— Все ли Падш… все ли нелюди знают, что он здесь?
— Большинство может чувствовать его, да; однако лишь немногие избранные фейри за пределами этого места знают о его точном местоположении в лесу.
— Так вот почему все нелюди переезжают в этот город? Источник магии?
Амалия покачала головой, прямо терпеливая учительница.
— Первый Предел существовал здесь за столетия до того, как в долине был построен город; врата — ещё до того, как началась память моего народа. Многие путешествуют, но они всегда возвращаются, так же, как и мы всегда здесь.
— Они просто не были так явны, как в последние годы.
— Верно.
— Куда ведут врата?
— Вы знакомы с сочинениями Джона Мильтона?
— Мистика? — спросила я.
Вайят фыркнул; я свирепо уставилась на него.
— Нет, — ответила она. — Он написал о падении человека и путешествии через ад. Мильтон замаскировал свою работу под вымысел, но он был не просто человеком.
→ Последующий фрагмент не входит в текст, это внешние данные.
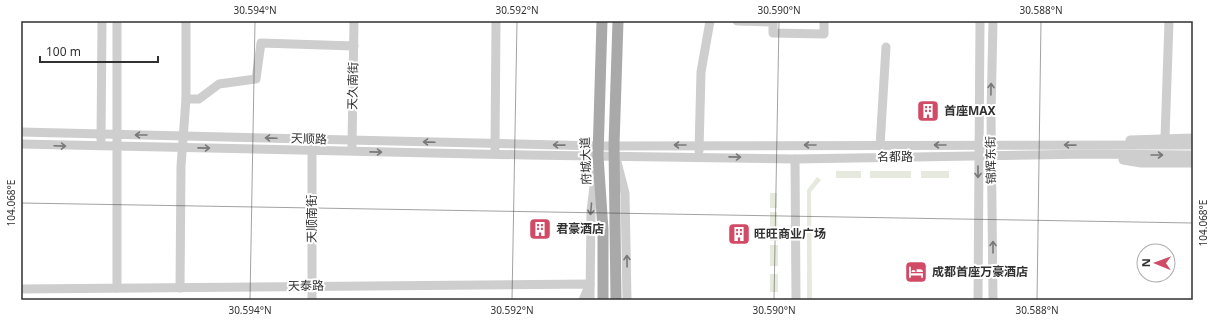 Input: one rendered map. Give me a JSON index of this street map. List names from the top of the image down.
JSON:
{
  "streets": {
    "main road": ["府城大道"],
    "street": [
      "天久南街",
      "天顺路",
      "名都路",
      "锦辉东街",
      "天顺南街",
      "天泰路"
    ]
  },
  "crossings": [
    ["天久南街", "天顺路"],
    ["天顺路", "府城大道"],
    ["天顺路", "天顺南街"],
    ["名都路", "锦辉东街"],
    ["天顺南街", "天泰路"]
  ],
  "places": {
    "building": ["首座MAX", "君豪酒店", "旺旺商业广场"],
    "hotel": ["成都首座万豪酒店"]
  },
  "scale_bar": "100 m",
  "north": "left",
  "coordinates": [
    "30.594°N",
    "30.592°N",
    "30.590°N",
    "30.588°N",
    "104.068°E"
  ]
} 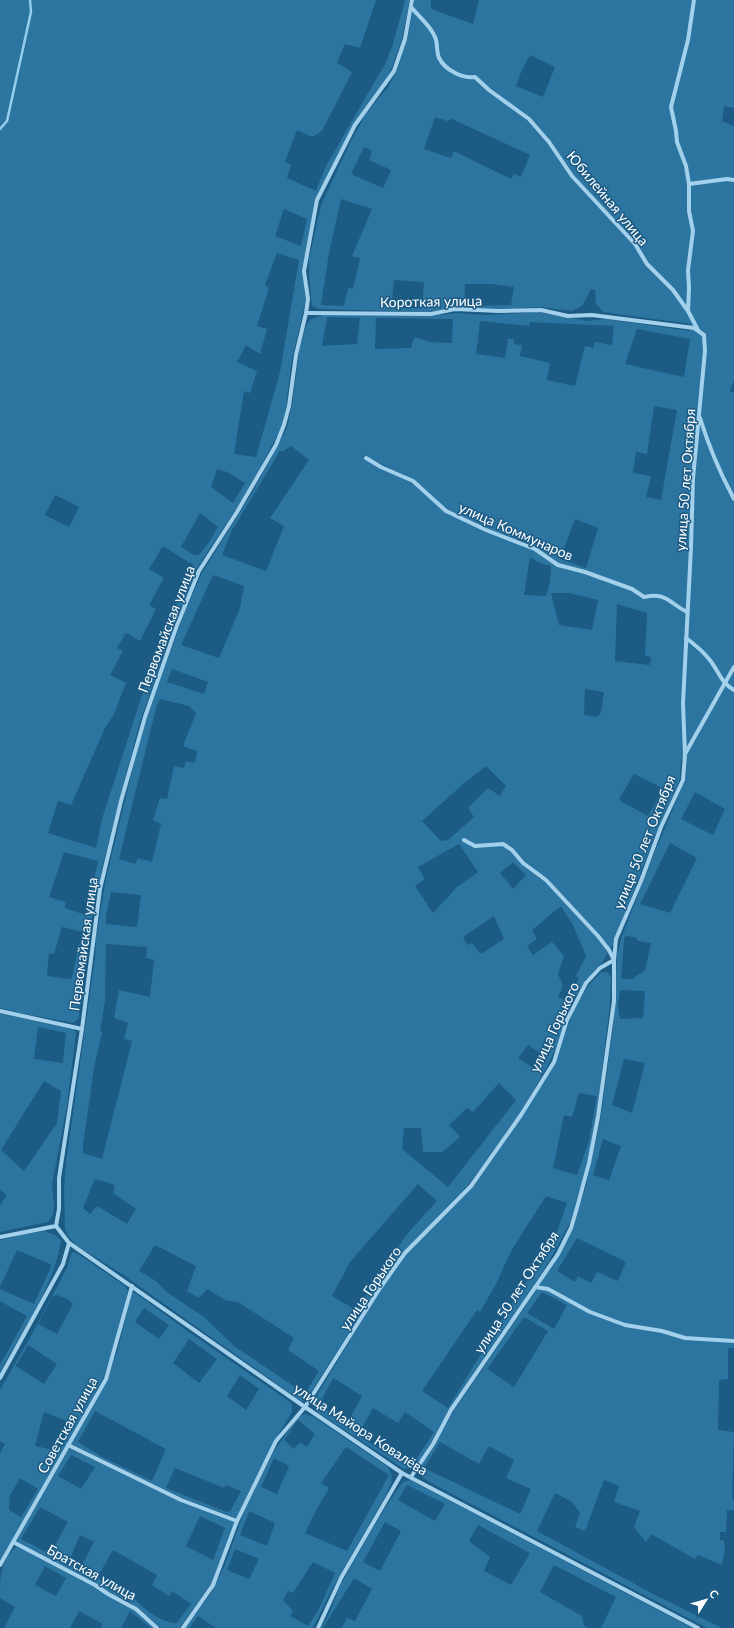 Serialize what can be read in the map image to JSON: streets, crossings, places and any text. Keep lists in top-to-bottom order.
{
  "streets": {
    "street": [
      "Юбилейная улица",
      "Короткая улица",
      "улица 50 лет Октября",
      "улица Коммунаров",
      "Первомайская улица",
      "улица Горького",
      "Советская улица",
      "улица Майора Ковалёва",
      "Братская улица"
    ]
  },
  "crossings": [
    ["Юбилейная улица", "улица 50 лет Октября"],
    ["Юбилейная улица", "Первомайская улица"],
    ["Короткая улица", "улица 50 лет Октября"],
    ["Короткая улица", "Первомайская улица"],
    ["улица 50 лет Октября", "улица Коммунаров"],
    ["улица 50 лет Октября", "улица Горького"],
    ["улица 50 лет Октября", "улица Майора Ковалёва"],
    ["Первомайская улица", "улица Майора Ковалёва"],
    ["улица Горького", "улица Майора Ковалёва"],
    ["Советская улица", "улица Майора Ковалёва"],
    ["Советская улица", "Братская улица"]
  ],
  "north": "top right"
} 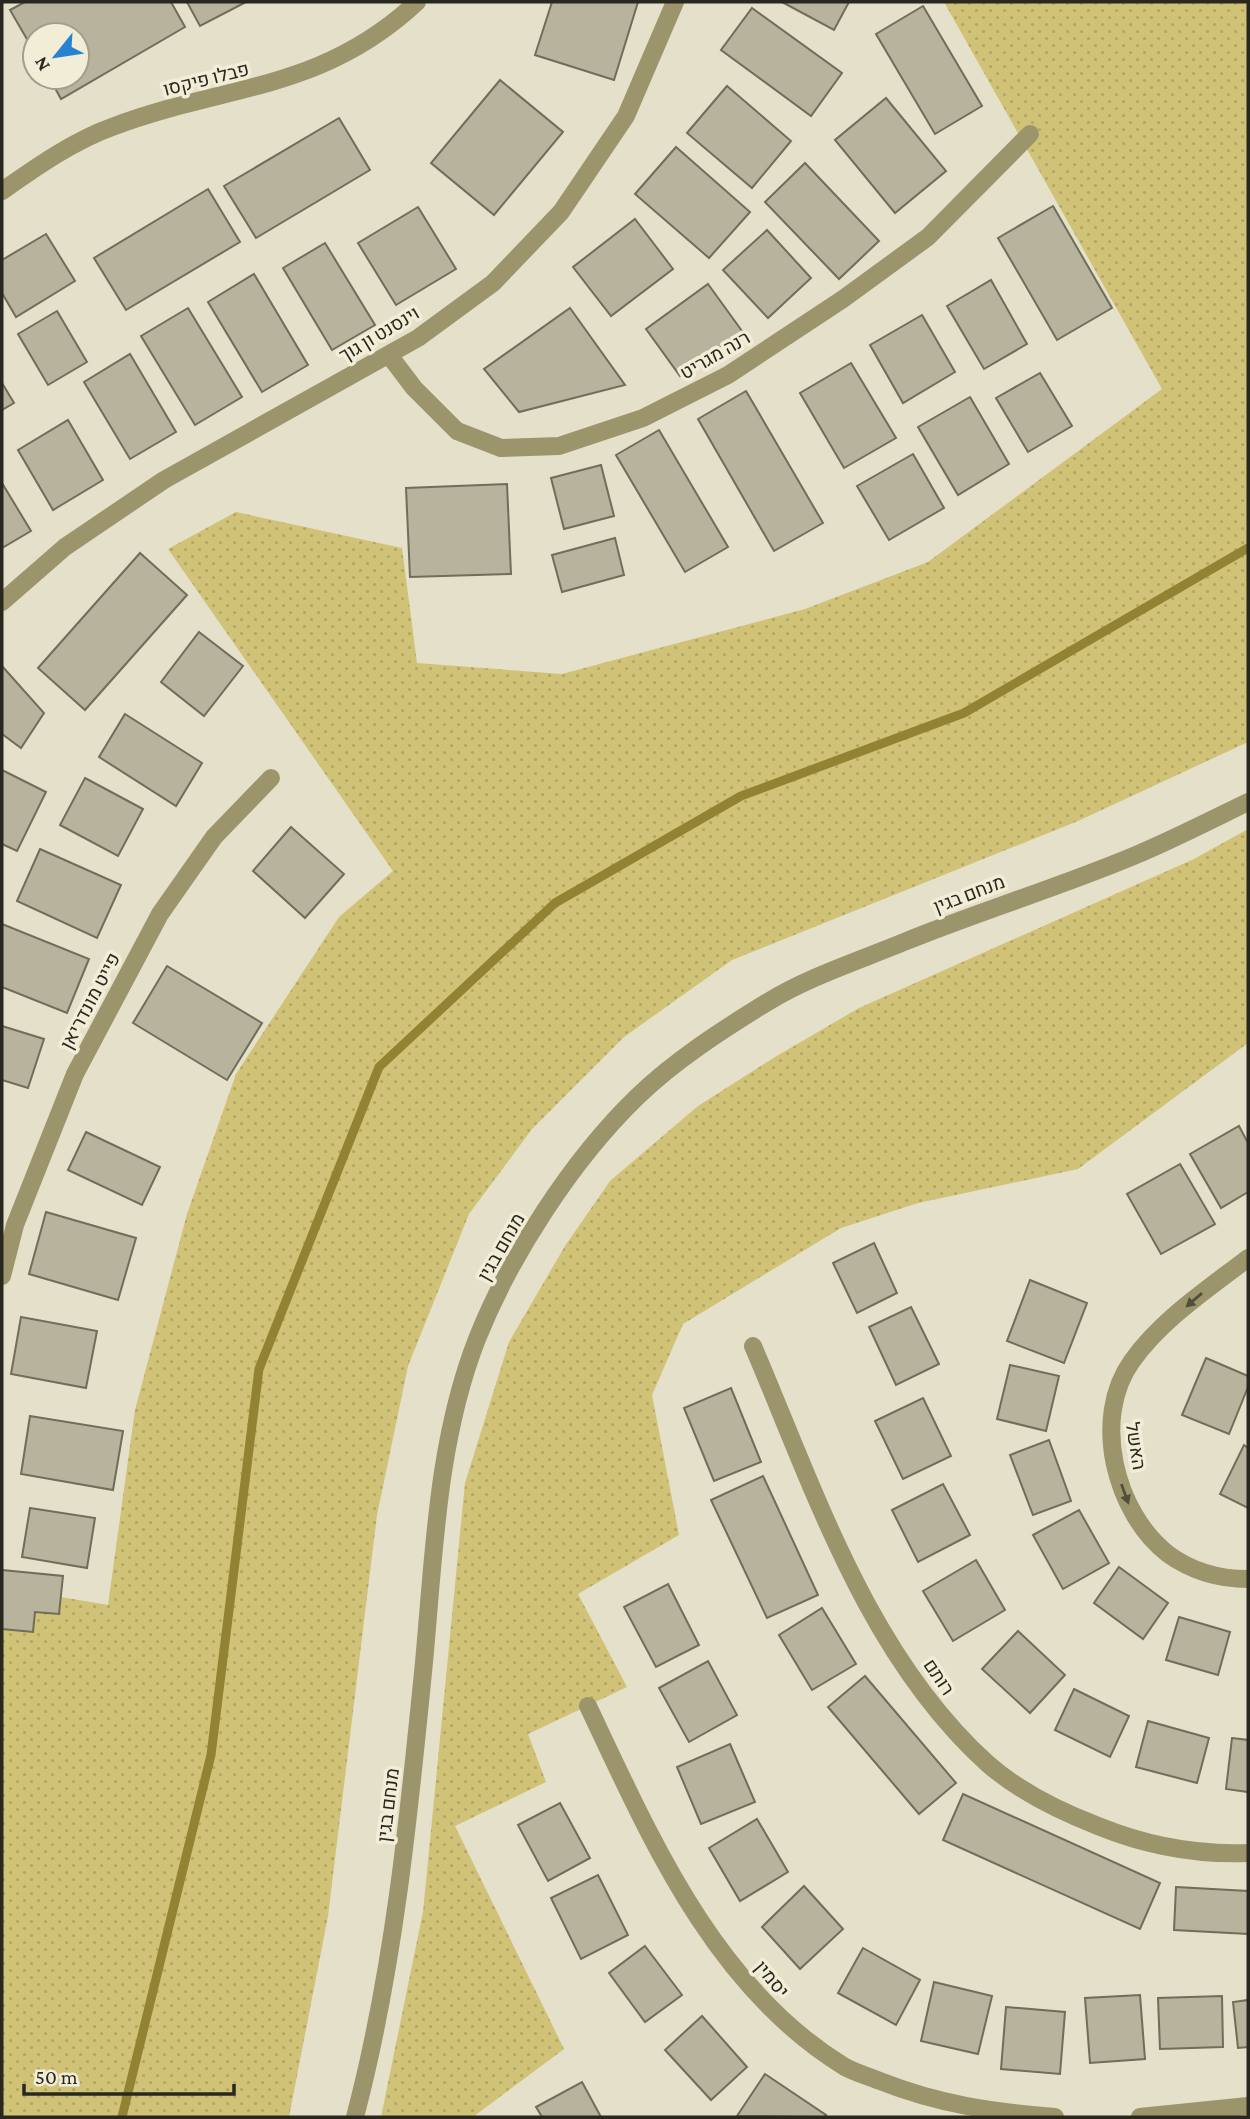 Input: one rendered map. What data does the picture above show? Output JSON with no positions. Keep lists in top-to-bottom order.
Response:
{
  "streets": {
    "street": [
      "פבלו פיקסו",
      "וינסנט ון גוך",
      "רנה מגריט",
      "מנחם בגין",
      "פייט מונדריאן",
      "האשל",
      "רותם",
      "יסמין"
    ]
  },
  "crossings": [
    ["וינסנט ון גוך", "רנה מגריט"]
  ],
  "scale_bar": "50 m",
  "north": "bottom left"
} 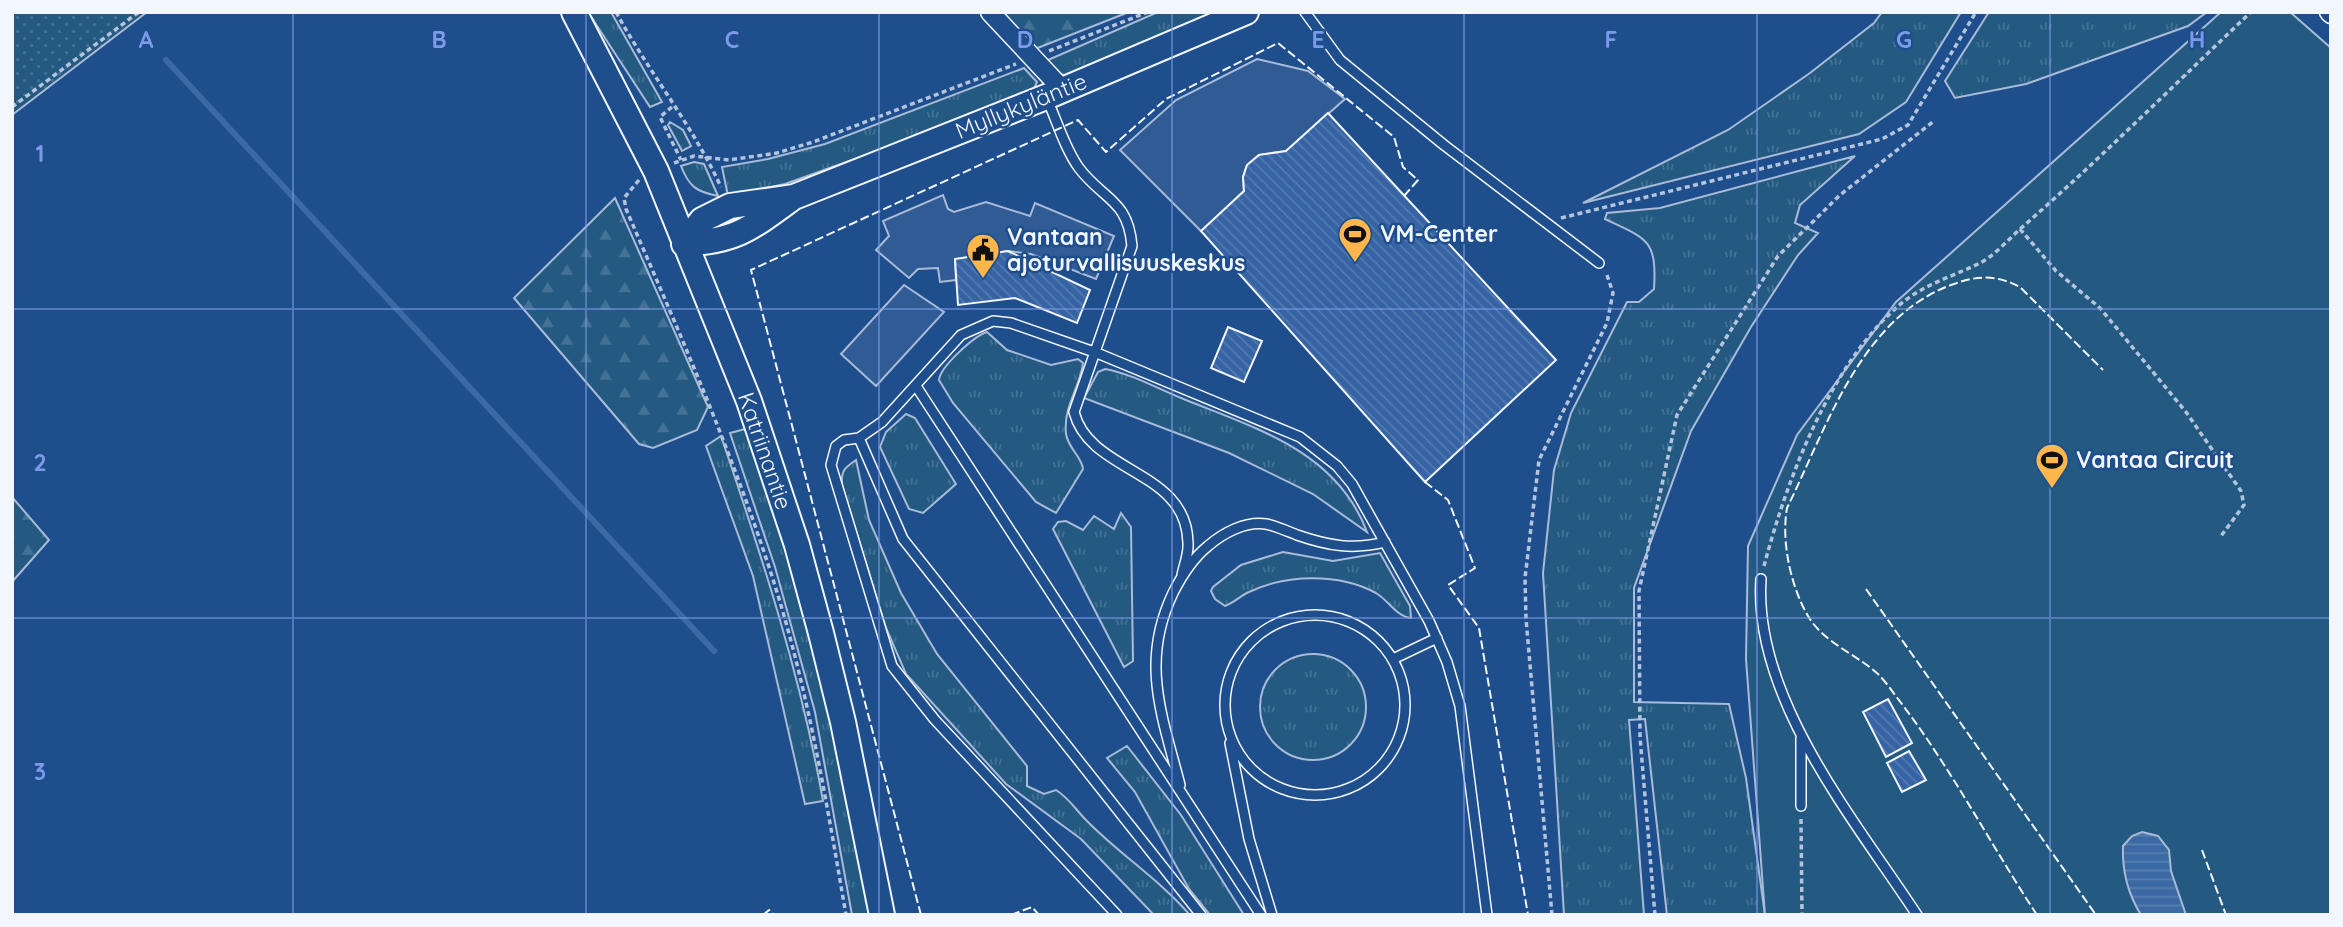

Он был компаньоном принца гномов, который пережил это путешествие и думал рассказать об этом другим. Мы подумывали о том, чтобы замаскировать работу, но нет лучшего места, чтобы спрятаться, чем на виду.
— Так что же это за бассейн? — спросил Вайят. — Врата в ад?
— Именно.
Я перестала жевать миндаль и уставилась на него. Меня охватил холодный ужас. Вайят поджал губы и нахмурил брови. Амалия казалась невозмутимой. Она потягивала вино из бокала, как будто репетировала этот разговор сотни раз и находила его скучным.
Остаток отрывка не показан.